State v. Johnson
95 A.3d 621
Me.2014Background
- Johnson appeals a judgment convicting him of failing to provide his correct name, address, and date of birth, possession or distribution of dangerous knives, and refusing to submit to arrest; conviction followed a jury-waived trial.
- During the February 2013 incident at Riverside Sports Pub, two men matched description were observed outside; Johnson provided ID and claimed identity inconsistently.
- Officers discovered a knife and Johnson’s license after an officer-safety pat-down, and Johnson was identified as Erving M. Johnson.
- Johnson moved to suppress the pat-down evidence; the suppression motion was denied, and the case proceeded to trial.
- The court later acquitted Johnson of unlawful use of a license but convicted him on the remaining counts; the conviction for failing to provide his name, address, and birth date was later vacated on sufficiency grounds.
- The court affirmed the three remaining convictions and noted the record does not indicate which system verified the name.
Issues
| Issue | Plaintiff's Argument | Defendant's Argument | Held |
|---|---|---|---|
| Confrontation Clause applicability at suppression hearing | Johnson argues officers’ testimony about Lever’s radio info violated Confrontation Clause. | State contends the testimony was non-hearsay and not testimonial. | No Confrontation Clause violation; testimony not hearsay. |
| Sufficiency of evidence for failing to provide correct name, address, or date of birth | Johnson contends insufficient evidence before and after search. | State argues there was probable cause after discovering Johnson’s license and knife. | Conviction vacated for insufficiency of evidence. |
| Consonance of suppression ruling with evidentiary rules | Not required to address beyond Confrontation Clause issue. | Suppression ruling stands independent of later sufficiency ruling. | Affirmed other aspects; suppression issue resolved on Confrontation Clause grounds. |
Key Cases Cited
- State v. Tayman, 2008 ME 177 (Me. 2008) (Confrontation Clause applies to testimonial statements; not hearsay in context of probable cause)

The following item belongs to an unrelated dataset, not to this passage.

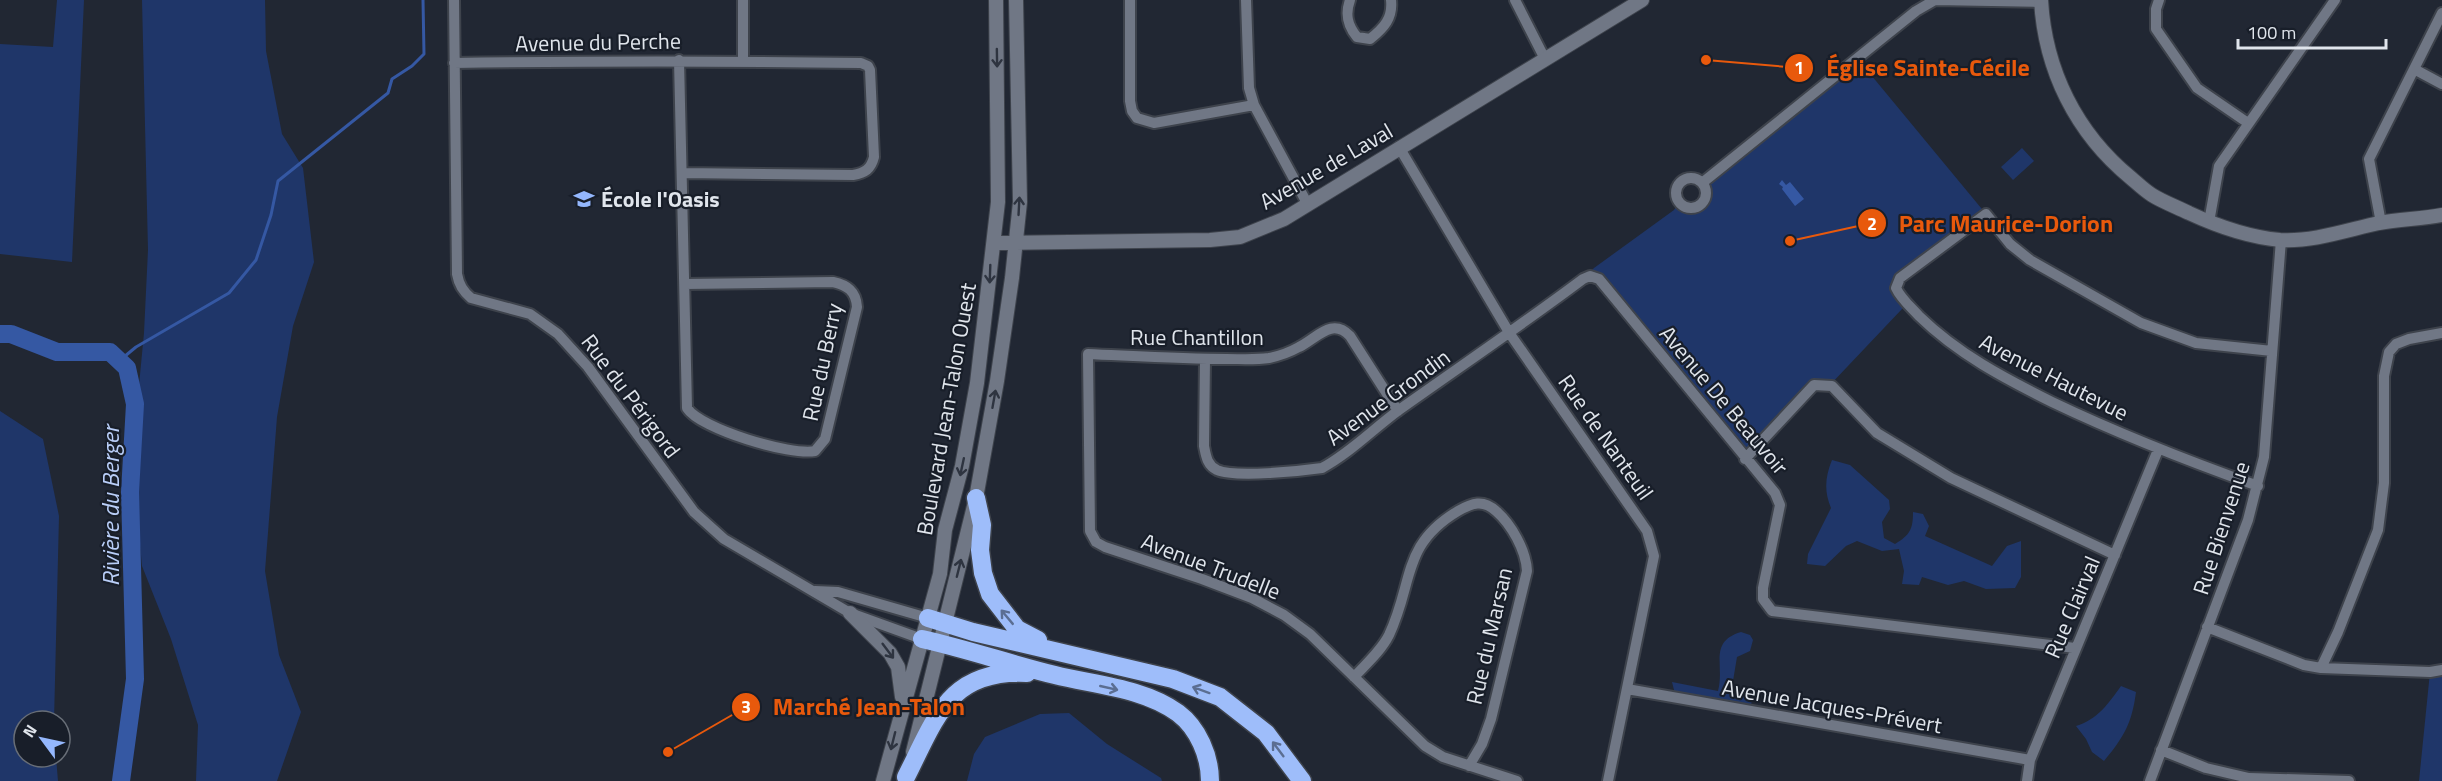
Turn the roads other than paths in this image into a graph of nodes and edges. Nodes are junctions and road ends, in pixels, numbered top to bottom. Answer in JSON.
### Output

- State v. Vaughan, 2009 ME 63 (Me. 2009) (Hearsay; statements offered to show probable cause or articulable suspicion not for truth)

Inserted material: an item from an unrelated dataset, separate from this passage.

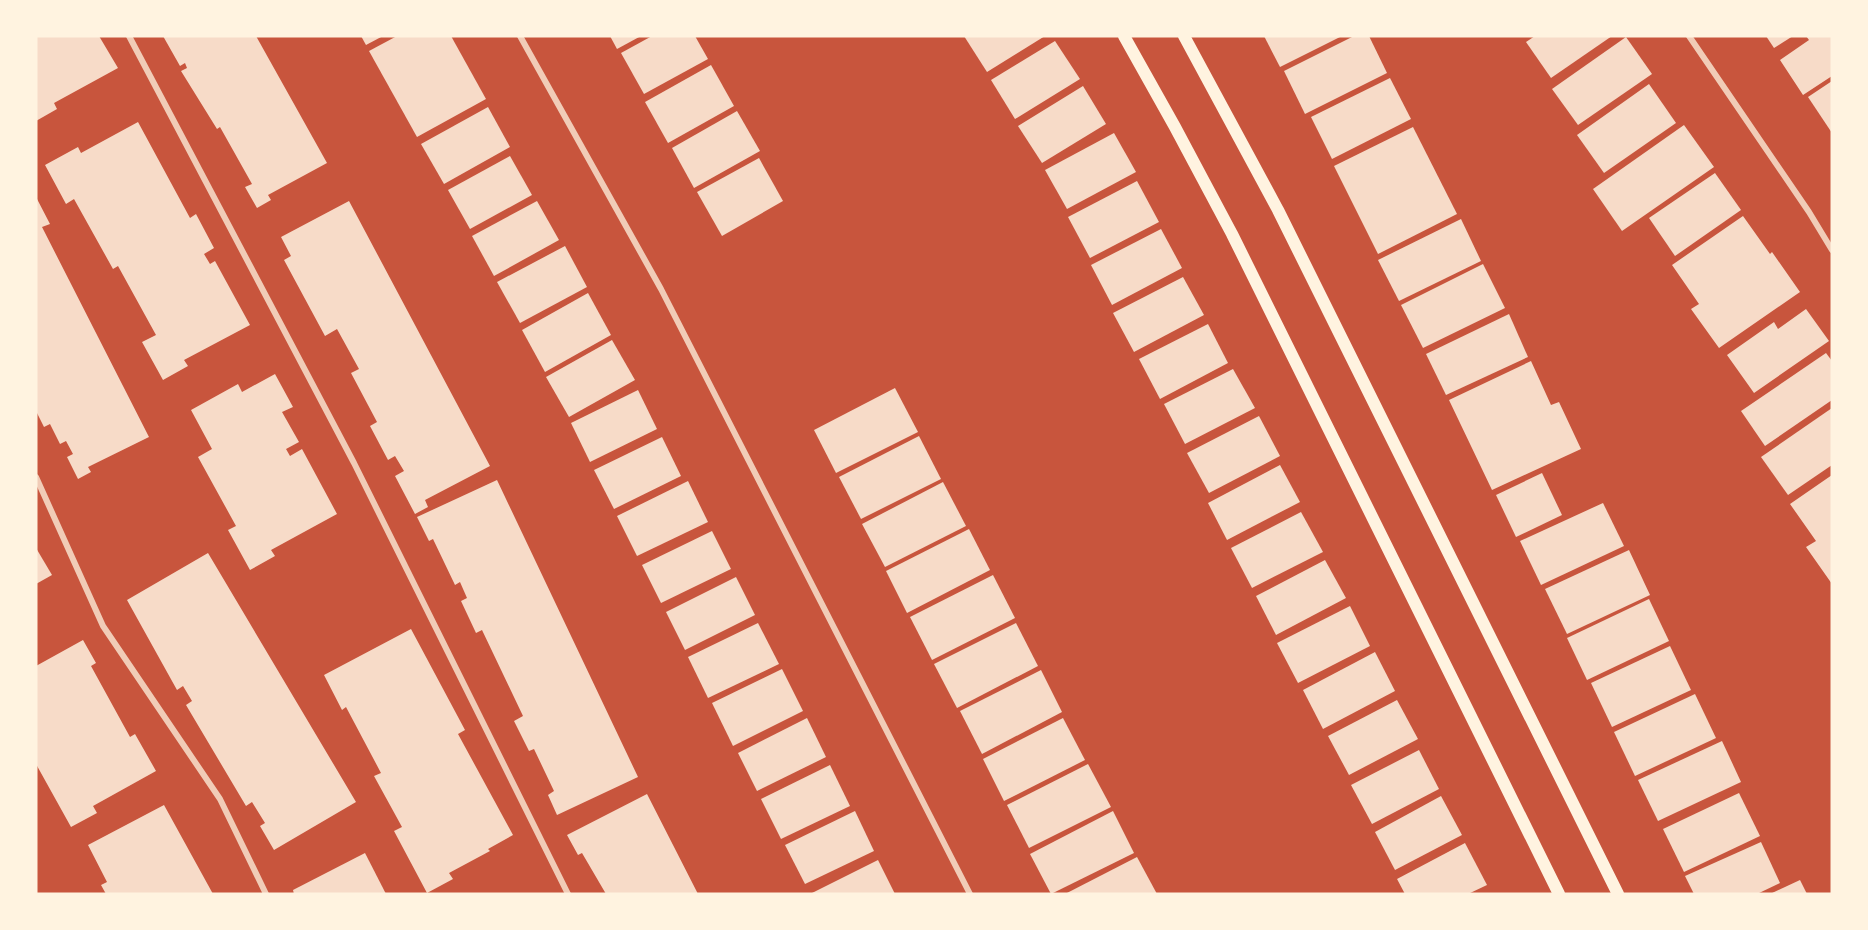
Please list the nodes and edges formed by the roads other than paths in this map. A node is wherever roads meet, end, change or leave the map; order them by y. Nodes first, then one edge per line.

- State v. Poole, 551 A.2d 108 (Me. 1988) (Hearsay and exceptions; probable cause/suspicion framework)
- State v. Woodbury, 2011 ME 25 (Me. 2011) (Confrontation Clause; de novo review of constitutional issue)
- State v. Smen, 2006 ME 40 (Me. 2006) (Sufficiency of evidence standard beyond reasonable doubt)
- Crawford v. Washington, 541 U.S. 36 (U.S. 2004) (Testimonial statements; Confrontation Clause scope)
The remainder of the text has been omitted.